DIRECTIONS: Transcribe everything in the listing below exactly, except the pictures.

GIVEN RECORDS:
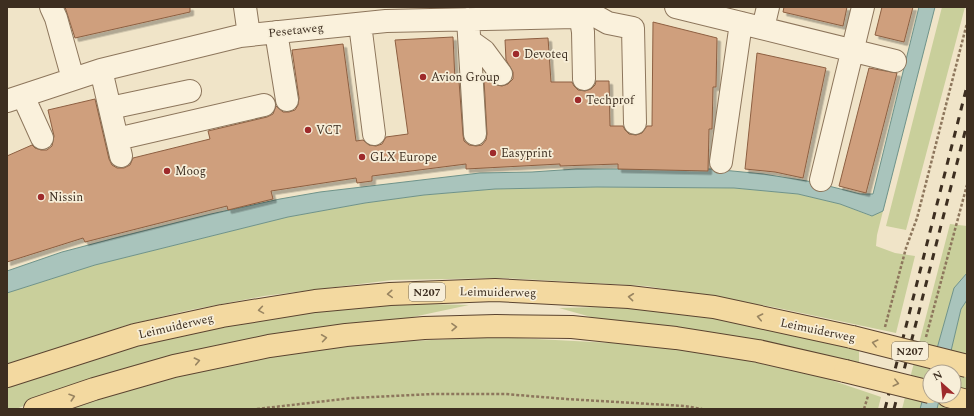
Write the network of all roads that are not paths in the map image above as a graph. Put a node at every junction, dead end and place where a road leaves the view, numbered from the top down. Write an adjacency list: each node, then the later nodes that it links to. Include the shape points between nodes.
1 (51, 7): 18 (street)
2 (245, 7): 12 (street)
3 (676, 7): 8 (street)
4 (768, 7): 10 (street)
5 (863, 7): 14 (street)
6 (585, 10): 7 (street, Pesetaweg, via 575,17); 19 (street); 25 (street, via 608,23 633,28)
7 (468, 19): 9 (street, Pesetaweg); 13 (street)
8 (741, 23): 10 (street); 29 (street)
9 (360, 24): 11 (street, Pesetaweg); 26 (street)
10 (763, 28): 14 (street)
11 (276, 32): 12 (street, Pesetaweg); 22 (street)
12 (249, 35): 16 (street, Pesetaweg)
13 (470, 41): 17 (street, via 484,51); 27 (street)
14 (852, 50): 15 (street); 30 (street)
15 (895, 61)
16 (101, 70): 18 (street, Pesetaweg); 24 (street)
17 (501, 74)
18 (73, 79): 21 (street, Pesetaweg)
19 (584, 79)
20 (190, 91): 24 (street)
21 (15, 99): 28 (street)
22 (287, 100)
23 (264, 105): 24 (street, via 119,148)
24 (110, 108)
25 (635, 123)
26 (374, 134)
27 (476, 134)
28 (42, 138)
29 (721, 162)
30 (821, 180)
31 (967, 366): 32 (main road, Leimuiderweg / N207, one-way to 32, bridge, via 852,337 714,307 629,297 496,290 390,294 315,301 222,316 135,335)
32 (7, 376)
33 (922, 390): 34 (main road, one-way to 33, bridge, via 174,366 269,346 346,335 424,328 496,326 572,328 676,338 758,351)
34 (35, 409)

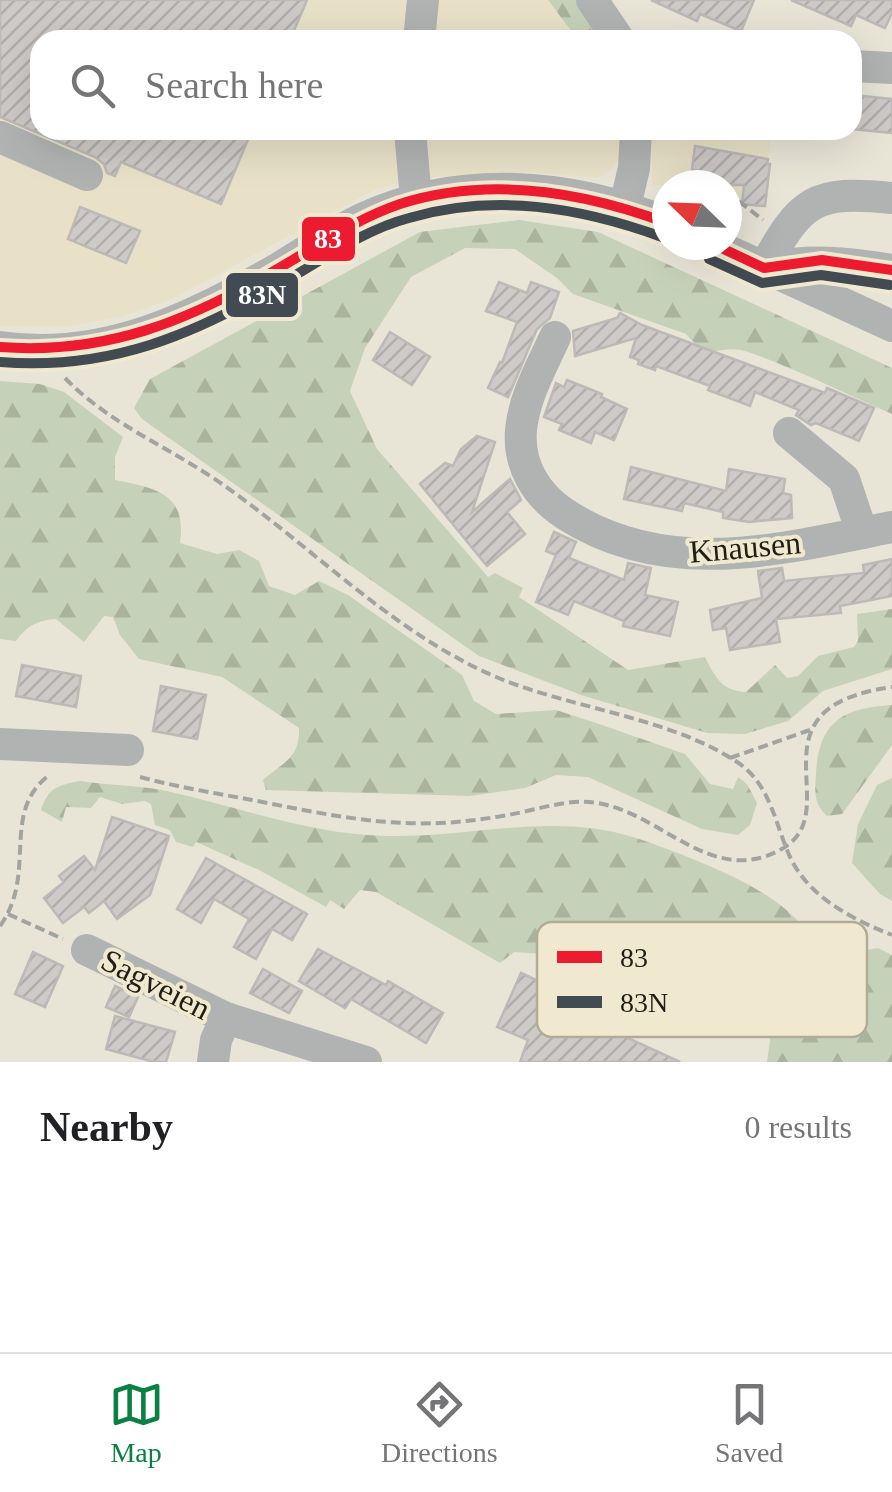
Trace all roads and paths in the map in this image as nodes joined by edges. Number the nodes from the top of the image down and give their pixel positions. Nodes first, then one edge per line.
1 (423, 0) edge
2 (592, 0) edge
3 (420, 30) edge
4 (612, 30) edge
5 (862, 66) edge
6 (892, 68) edge
7 (0, 137) edge
8 (411, 140) edge
9 (635, 140) edge
10 (88, 175) dead end
11 (892, 198) edge
12 (416, 200) junction
13 (625, 206) junction
14 (742, 207) edge
15 (652, 217) edge
16 (783, 234) junction
17 (742, 257) edge
18 (764, 268) junction
19 (892, 270) edge
20 (892, 326) edge
21 (556, 337) dead end
22 (0, 347) edge
23 (71, 370) dead end
24 (790, 432) dead end
25 (877, 530) edge
26 (892, 687) edge
27 (811, 730) junction
28 (0, 744) edge
29 (730, 758) junction
30 (129, 762) joint
31 (58, 772) dead end
32 (23, 792) dead end
33 (786, 847) junction
34 (12, 858) dead end
35 (8, 914) junction
36 (865, 922) edge
37 (867, 923) edge
38 (0, 926) edge
39 (892, 935) edge
40 (88, 950) joint
41 (226, 1018) junction
42 (213, 1062) edge
43 (366, 1062) edge

1 - 3 street
2 - 4 street
5 - 6 street
7 - 10 street
8 - 12 street
9 - 13 street
11 - 16 street
12 - 13 street
12 - 22 street
13 - 15 street
14 - 16 path
16 - 18 street
17 - 18 street
18 - 19 street
18 - 20 street
21 - 25 street, Knausen
23 - 29 path
24 - 25 street
26 - 27 path
27 - 29 path
27 - 33 path
28 - 30 street
29 - 33 path
30 - 33 path
31 - 32 path
33 - 36 path
34 - 35 path
35 - 38 path
35 - 40 path
37 - 39 path
40 - 41 street, Sagveien
41 - 42 street, Sagveien
41 - 43 street, Sagveien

OUTPUT BELOW:
Write the network of all roads that are not paths in the map image above as a graph. Put a node at every junction, dead end and place where a road leaves the view, numbered from the top down. Write an adjacency list: each node, then the later nodes that it links to. Include the shape points between nodes.
1 (51, 7): 18 (street)
2 (245, 7): 12 (street)
3 (676, 7): 8 (street)
4 (768, 7): 10 (street)
5 (863, 7): 14 (street)
6 (585, 10): 7 (street, Pesetaweg, via 575,17); 19 (street); 25 (street, via 608,23 633,28)
7 (468, 19): 9 (street, Pesetaweg); 13 (street)
8 (741, 23): 10 (street); 29 (street)
9 (360, 24): 11 (street, Pesetaweg); 26 (street)
10 (763, 28): 14 (street)
11 (276, 32): 12 (street, Pesetaweg); 22 (street)
12 (249, 35): 16 (street, Pesetaweg)
13 (470, 41): 17 (street, via 484,51); 27 (street)
14 (852, 50): 15 (street); 30 (street)
15 (895, 61)
16 (101, 70): 18 (street, Pesetaweg); 24 (street)
17 (501, 74)
18 (73, 79): 21 (street, Pesetaweg)
19 (584, 79)
20 (190, 91): 24 (street)
21 (15, 99): 28 (street)
22 (287, 100)
23 (264, 105): 24 (street, via 119,148)
24 (110, 108)
25 (635, 123)
26 (374, 134)
27 (476, 134)
28 (42, 138)
29 (721, 162)
30 (821, 180)
31 (967, 366): 32 (main road, Leimuiderweg / N207, one-way to 32, bridge, via 852,337 714,307 629,297 496,290 390,294 315,301 222,316 135,335)
32 (7, 376)
33 (922, 390): 34 (main road, one-way to 33, bridge, via 174,366 269,346 346,335 424,328 496,326 572,328 676,338 758,351)
34 (35, 409)

Trace all roads and paths in the map in this image as nodes joined by edges. Number the nodes from the top of the image down and give their pixel positions. Nodes first, then one edge per line.
1 (423, 0) edge
2 (592, 0) edge
3 (420, 30) edge
4 (612, 30) edge
5 (862, 66) edge
6 (892, 68) edge
7 (0, 137) edge
8 (411, 140) edge
9 (635, 140) edge
10 (88, 175) dead end
11 (892, 198) edge
12 (416, 200) junction
13 (625, 206) junction
14 (742, 207) edge
15 (652, 217) edge
16 (783, 234) junction
17 (742, 257) edge
18 (764, 268) junction
19 (892, 270) edge
20 (892, 326) edge
21 (556, 337) dead end
22 (0, 347) edge
23 (71, 370) dead end
24 (790, 432) dead end
25 (877, 530) edge
26 (892, 687) edge
27 (811, 730) junction
28 (0, 744) edge
29 (730, 758) junction
30 (129, 762) joint
31 (58, 772) dead end
32 (23, 792) dead end
33 (786, 847) junction
34 (12, 858) dead end
35 (8, 914) junction
36 (865, 922) edge
37 (867, 923) edge
38 (0, 926) edge
39 (892, 935) edge
40 (88, 950) joint
41 (226, 1018) junction
42 (213, 1062) edge
43 (366, 1062) edge

1 - 3 street
2 - 4 street
5 - 6 street
7 - 10 street
8 - 12 street
9 - 13 street
11 - 16 street
12 - 13 street
12 - 22 street
13 - 15 street
14 - 16 path
16 - 18 street
17 - 18 street
18 - 19 street
18 - 20 street
21 - 25 street, Knausen
23 - 29 path
24 - 25 street
26 - 27 path
27 - 29 path
27 - 33 path
28 - 30 street
29 - 33 path
30 - 33 path
31 - 32 path
33 - 36 path
34 - 35 path
35 - 38 path
35 - 40 path
37 - 39 path
40 - 41 street, Sagveien
41 - 42 street, Sagveien
41 - 43 street, Sagveien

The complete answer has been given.